1. Pojawia się na nagraniach z kobietami odwiedzającymi go w więzieniu,
2. Oficjalnie pilnuje jego dzieci, spotyka się z nim i jego matką ( poza domem - co by sugerowało z nim zmowę).
3. W papierach z bidula w którym była z nim na pewno też jest ślad jej obecności i zaangażowania ich obydwojga w incydent z opiekunką (Dziwne, że dopiero teraz w 2 sezonie będą badać przeszłość Piotra wnikliwiej, a w pierwszym sezonie wątek bidula nie był za bardzo poruszony, chociaż wiadomo że okresie dorastania ludzie często zaczynają przejawiać jakieś skłonności agresywne/ psychopatyczne i już wówczas mógł ten wypadek z wychowawczynią być wzięty pod uwagę...)
4. Być może też monitoring zarejestrował ją w pobliżu blok jako ostatnią osobę, z którą miał kontakt ten wypadnięty z balkonu,ale do tego policja jeszcze nie dotarła.
Być może jako mnie nie- scenarzyście i łatwiej krytykować,bo napięcie musi być. Z drugiej strony logika zbierania materiału dowodowego podpowiada, że warto by dać jej podsłuch, sprawdzić ją skąd się zna z oskarżonym, czemu ma służyć jej obecność po jego odsiadce.
Lila dość często się pojawia od samego początku w ciekawych momentach i ta zażyłość pomiędzy nią a Piotrem ( gdy jeszcze miał podsłuch) powinna wzbudzić uwagę śledczych - zwłaszcza w kontekście bezpiecznej opieki nad dziećmi. Najbardziej niebezpieczne jest to, że ona nie cofnie się przed niczym, Buntuje dzieci, zapewne zaczai się do zgładzenia żony Piotra w odpowiednim momencie.

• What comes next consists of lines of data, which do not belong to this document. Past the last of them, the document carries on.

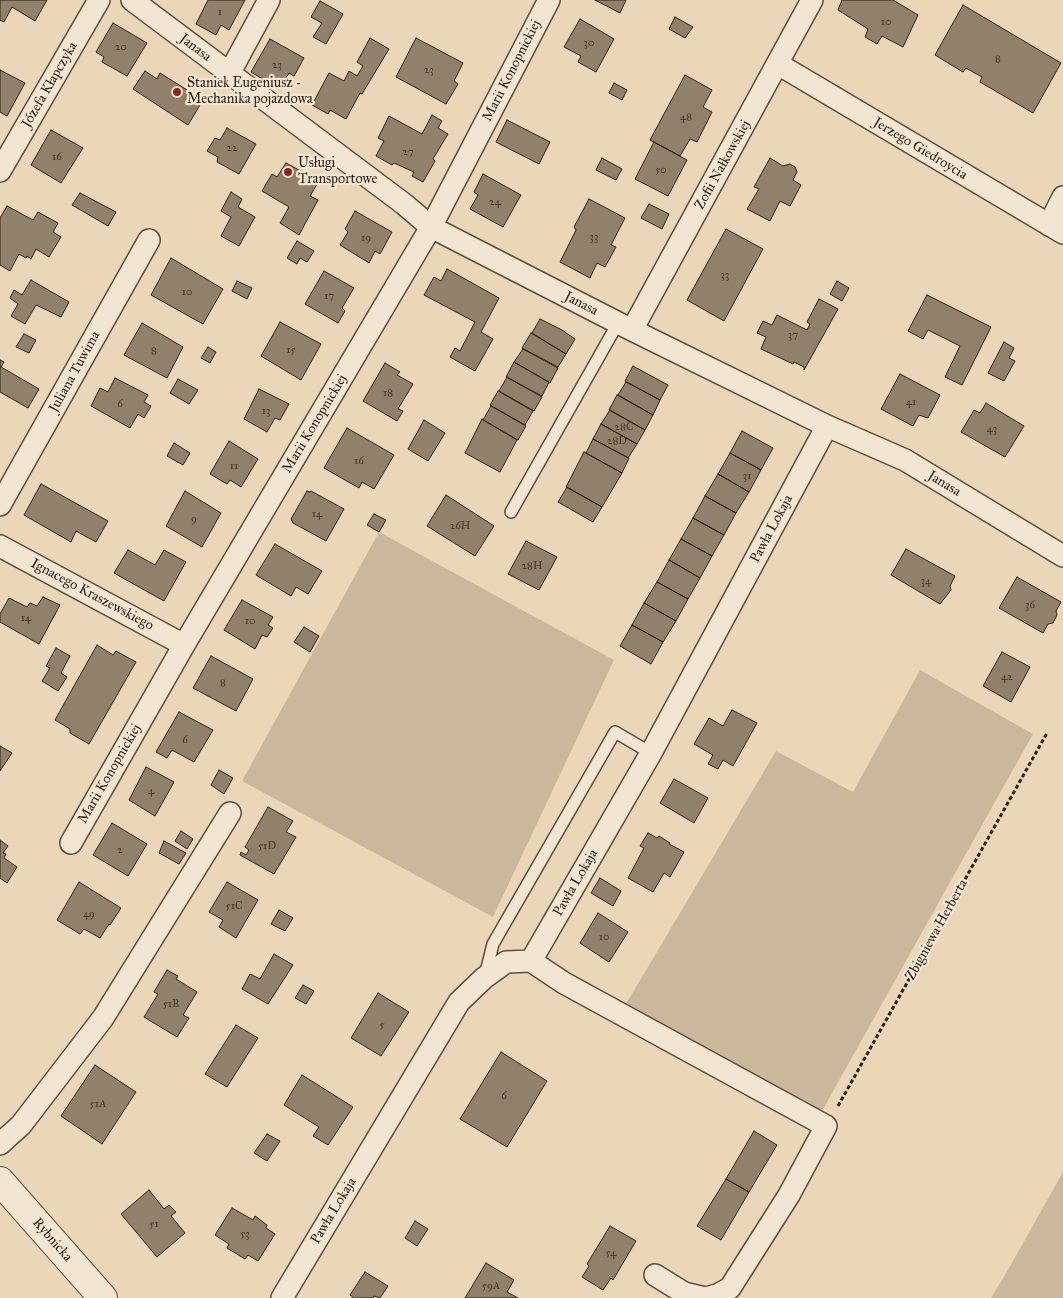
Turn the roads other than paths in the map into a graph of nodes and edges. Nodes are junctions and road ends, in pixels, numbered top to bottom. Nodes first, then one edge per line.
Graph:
1 (99, 0) edge
2 (132, 0) edge
3 (269, 0) edge
4 (549, 0) edge
5 (812, 0) edge
6 (778, 64) junction
7 (229, 74) junction
8 (0, 171) edge
9 (1063, 197) edge
10 (431, 227) junction
11 (1056, 229) edge
12 (150, 240) dead end
13 (625, 326) junction
14 (827, 426) junction
15 (0, 505) edge
16 (511, 512) dead end
17 (0, 546) edge
18 (1063, 556) edge
19 (184, 645) junction
20 (651, 753) junction
21 (230, 813) dead end
22 (71, 843) dead end
23 (531, 961) junction
24 (484, 978) junction
25 (0, 1144) edge
26 (0, 1181) edge
27 (654, 1275) dead end
28 (103, 1298) edge
29 (282, 1298) edge
30 (705, 1298) edge

1 - 8 street, Józefa Kłapczyka
2 - 7 street, Janasa
3 - 7 street
4 - 10 street, Marii Konopnickiej
5 - 6 street, Zofii Nałkowskiej
6 - 11 street, Jerzego Giedroycia
6 - 13 street, Zofii Nałkowskiej
7 - 10 street, Janasa
9 - 11 street
10 - 13 street, Janasa
10 - 19 street, Marii Konopnickiej
12 - 15 street, Juliana Tuwima
13 - 14 street, Janasa
13 - 16 lane
14 - 18 street, Janasa
14 - 20 street, Pawła Lokaja
17 - 19 street, Ignacego Kraszewskiego
19 - 22 street, Marii Konopnickiej
20 - 23 street, Pawła Lokaja
20 - 24 lane
21 - 25 street
23 - 24 street, Pawła Lokaja
23 - 30 street
24 - 29 street, Pawła Lokaja
26 - 28 street, Rybnicka
27 - 30 street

Domyślam się jak skończy (....w obronie ukochanego)
Masz rację. Pomysł na postać Lili był w porządku, ale ten scenariusz jest tak beznadziejny, że wątki są przeciągane na siłę i jest ona "kartą pułapką" Piotra, żeby stworzyć puste napięcie i żeby był materiał na 7 odcinków. Z tego samego powodu w scenariuszu są "sklejki", żeby ciągnąć akcję dalej - Polkowska "włamująca się" na miejsce zbrodni, żeby mogła brać udział w śledztwie, człowiek tracący przytomność na uczelni, żeby Piotr ocieplił swój wizerunek i miał możliwość kradzieży kluczy studentki, i tak dalej. To, że właściwie wszędzie, gdzie śledczym brakuje dowodów na Piotra jest to efekt działań Lili, jest ciekawe, ale absurdalne.
Polska policja zajmuje się ochroną schodów smoleńskich, strzelaniem do instrybutorów, zatrzymywaniem emerytek spacerujących z tęczową torbą itp itd. W realnym życiu nie byłoby śledztwa wobec Piotra, większości ofiar nigdy by nie odnaleziono, u tych których odnaleziono „nie stwierdzono by śladów udziału osób trzecich” a jedną albo drugą ofiarę zaliczono by jako przypadkową. Za dużo wymagacie, łączenie kropek, analiza faktów, no bez przesady. Scenarzyści i tak są wyrozumiali, bo ich policjanci nie są wcale takimi kulsonami jakich widzi się na co dzień w programach informacyjnych.